Um die Sicherheit zu gewährleisten und eine missbräuchliche Nutzung zu verhindern, hat die Behörde für öffentliche Sicherheit in Shanghai besondere Vorschriften zum Waffengebrauch herausgegeben. "Beamte müssen beispielsweise einen Bericht schreiben, wenn sie eine Waffe gezogen haben, egal, ob mit ihr geschossen wurde oder nicht", erklärt Rui. Sofort nach Waffengebrauch muss der Beamte vor dem Kommandozentrum Bericht erstatten und innerhalb von sechs Stunden einen ausführlichen schriftlichen Bericht einreichen. Wenn es Verletzte gegeben hat, muss der Beamte ebenso angeben, was er vor dem Schuss gehört und gesehen hat, welche Warnungen er ausgesprochen hat, wie oft er geschossen hat und wie groß die Entfernung zwischen ihm und den Verdächtigen war.
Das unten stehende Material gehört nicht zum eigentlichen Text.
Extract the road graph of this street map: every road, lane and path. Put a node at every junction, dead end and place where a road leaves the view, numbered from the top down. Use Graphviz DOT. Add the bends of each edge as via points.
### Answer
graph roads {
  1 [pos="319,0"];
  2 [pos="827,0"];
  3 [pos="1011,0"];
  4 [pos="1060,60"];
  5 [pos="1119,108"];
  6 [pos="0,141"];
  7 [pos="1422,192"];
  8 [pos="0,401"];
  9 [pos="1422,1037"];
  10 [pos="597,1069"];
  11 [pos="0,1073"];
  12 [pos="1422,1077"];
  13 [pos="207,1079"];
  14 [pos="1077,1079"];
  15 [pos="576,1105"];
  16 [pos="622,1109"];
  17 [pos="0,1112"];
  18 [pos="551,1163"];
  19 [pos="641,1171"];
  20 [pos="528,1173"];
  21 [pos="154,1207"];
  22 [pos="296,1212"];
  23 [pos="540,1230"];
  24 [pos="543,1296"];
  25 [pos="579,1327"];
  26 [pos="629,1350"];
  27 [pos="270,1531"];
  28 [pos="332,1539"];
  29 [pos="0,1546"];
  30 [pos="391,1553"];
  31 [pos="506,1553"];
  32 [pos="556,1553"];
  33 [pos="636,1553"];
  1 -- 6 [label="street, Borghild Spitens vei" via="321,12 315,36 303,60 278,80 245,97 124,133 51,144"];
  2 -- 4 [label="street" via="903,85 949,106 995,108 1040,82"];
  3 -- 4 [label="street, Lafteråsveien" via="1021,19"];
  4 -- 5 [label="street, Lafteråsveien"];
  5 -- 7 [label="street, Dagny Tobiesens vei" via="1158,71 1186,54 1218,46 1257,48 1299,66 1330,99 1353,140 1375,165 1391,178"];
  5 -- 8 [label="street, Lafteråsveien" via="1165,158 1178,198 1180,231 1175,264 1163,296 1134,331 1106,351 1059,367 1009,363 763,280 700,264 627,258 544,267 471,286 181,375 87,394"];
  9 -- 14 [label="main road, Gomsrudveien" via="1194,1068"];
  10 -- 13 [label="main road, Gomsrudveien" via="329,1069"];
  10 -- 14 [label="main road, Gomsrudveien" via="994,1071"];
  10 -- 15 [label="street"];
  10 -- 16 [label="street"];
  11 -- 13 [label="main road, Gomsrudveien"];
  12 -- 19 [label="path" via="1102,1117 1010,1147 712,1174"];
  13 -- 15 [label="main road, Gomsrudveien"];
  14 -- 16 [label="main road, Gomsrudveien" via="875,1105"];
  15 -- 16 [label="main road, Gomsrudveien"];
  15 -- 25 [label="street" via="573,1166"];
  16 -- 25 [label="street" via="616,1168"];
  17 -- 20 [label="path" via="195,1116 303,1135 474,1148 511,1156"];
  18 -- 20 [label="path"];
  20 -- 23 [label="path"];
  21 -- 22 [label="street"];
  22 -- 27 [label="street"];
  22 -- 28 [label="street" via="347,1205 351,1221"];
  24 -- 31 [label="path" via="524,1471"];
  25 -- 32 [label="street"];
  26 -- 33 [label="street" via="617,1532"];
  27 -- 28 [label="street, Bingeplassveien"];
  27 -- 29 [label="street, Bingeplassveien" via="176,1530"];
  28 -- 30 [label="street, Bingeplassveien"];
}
Nach Angaben der Behörde für öffentliche Sicherheit sollen Betreuer und Psychologen Polizisten begutachten, bevor ihnen eine Waffe ausgehändigt wird. Personalakten und Beratungsgespräche seien Teil dieses Evaluierungsprozesses, hieß es weiter. Falls sie auf einen Verdächtigen geschossen haben, müssten Beamte an Beratungsgesprächen teilnehmen, erklärt Bing Minghua, Direktor der Polizeistreifenausbildungsabteilung der Behörde für öffentliche Sicherheit in Shanghai.

Qu Xinjiu, Dekan des Instituts für Strafrecht an der Universität für Politik- und Rechtswissenschaften in Beijing, fordert, dass Staatsanwälte den polizeilichen Schusswaffengebrauch überwachen und einschreiten, wenn die Öffentlichkeit die neutrale Überprüfung einer Schießerei fordert. "Die Staatsanwaltschaft sollte anhand unabhängiger Ermittlungen eigene Schlussfolgerungen darüber anstellen, ob ein Schuss legitim, gerechtfertigt oder nicht gerechtfertigt war, so Qu.

"Schusswaffen sind weder schlecht noch gut. Alles hängt vom Benutzer ab", resümiert Wang Honwei, Professor an der Fakultät für Öffentliche Verwaltung und Politik der Renmin-Universität in Beijing.